**Task to complete**
The answer must be the lines from the one containing "Road topology of" through the last line of the data below, copied exactly, with nothing else.

**Task material**
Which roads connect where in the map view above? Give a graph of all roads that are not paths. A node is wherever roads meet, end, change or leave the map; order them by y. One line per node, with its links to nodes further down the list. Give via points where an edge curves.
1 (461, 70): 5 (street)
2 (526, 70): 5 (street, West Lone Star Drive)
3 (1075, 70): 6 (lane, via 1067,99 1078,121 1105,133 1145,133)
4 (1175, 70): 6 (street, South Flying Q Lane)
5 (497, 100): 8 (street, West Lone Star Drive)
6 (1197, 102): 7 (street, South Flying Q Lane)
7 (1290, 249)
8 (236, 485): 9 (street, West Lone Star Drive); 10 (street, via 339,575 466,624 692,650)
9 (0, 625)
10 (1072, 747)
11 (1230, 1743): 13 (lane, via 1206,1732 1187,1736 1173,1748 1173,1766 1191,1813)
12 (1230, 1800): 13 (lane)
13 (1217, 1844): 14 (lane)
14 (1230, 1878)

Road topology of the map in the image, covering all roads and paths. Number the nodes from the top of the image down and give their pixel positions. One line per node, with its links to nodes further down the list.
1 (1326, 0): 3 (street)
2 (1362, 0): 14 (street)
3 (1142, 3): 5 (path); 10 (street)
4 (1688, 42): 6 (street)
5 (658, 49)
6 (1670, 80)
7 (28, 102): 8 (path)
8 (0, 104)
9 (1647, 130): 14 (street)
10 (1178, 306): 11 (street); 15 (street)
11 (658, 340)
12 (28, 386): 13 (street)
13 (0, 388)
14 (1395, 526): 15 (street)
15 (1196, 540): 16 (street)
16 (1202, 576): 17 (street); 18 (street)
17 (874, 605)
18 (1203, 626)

**Output**
Road topology of the map in the image, covering all roads and paths. Number the nodes from the top of the image down and give their pixel positions. One line per node, with its links to nodes further down the list.
1 (1326, 0): 3 (street)
2 (1362, 0): 14 (street)
3 (1142, 3): 5 (path); 10 (street)
4 (1688, 42): 6 (street)
5 (658, 49)
6 (1670, 80)
7 (28, 102): 8 (path)
8 (0, 104)
9 (1647, 130): 14 (street)
10 (1178, 306): 11 (street); 15 (street)
11 (658, 340)
12 (28, 386): 13 (street)
13 (0, 388)
14 (1395, 526): 15 (street)
15 (1196, 540): 16 (street)
16 (1202, 576): 17 (street); 18 (street)
17 (874, 605)
18 (1203, 626)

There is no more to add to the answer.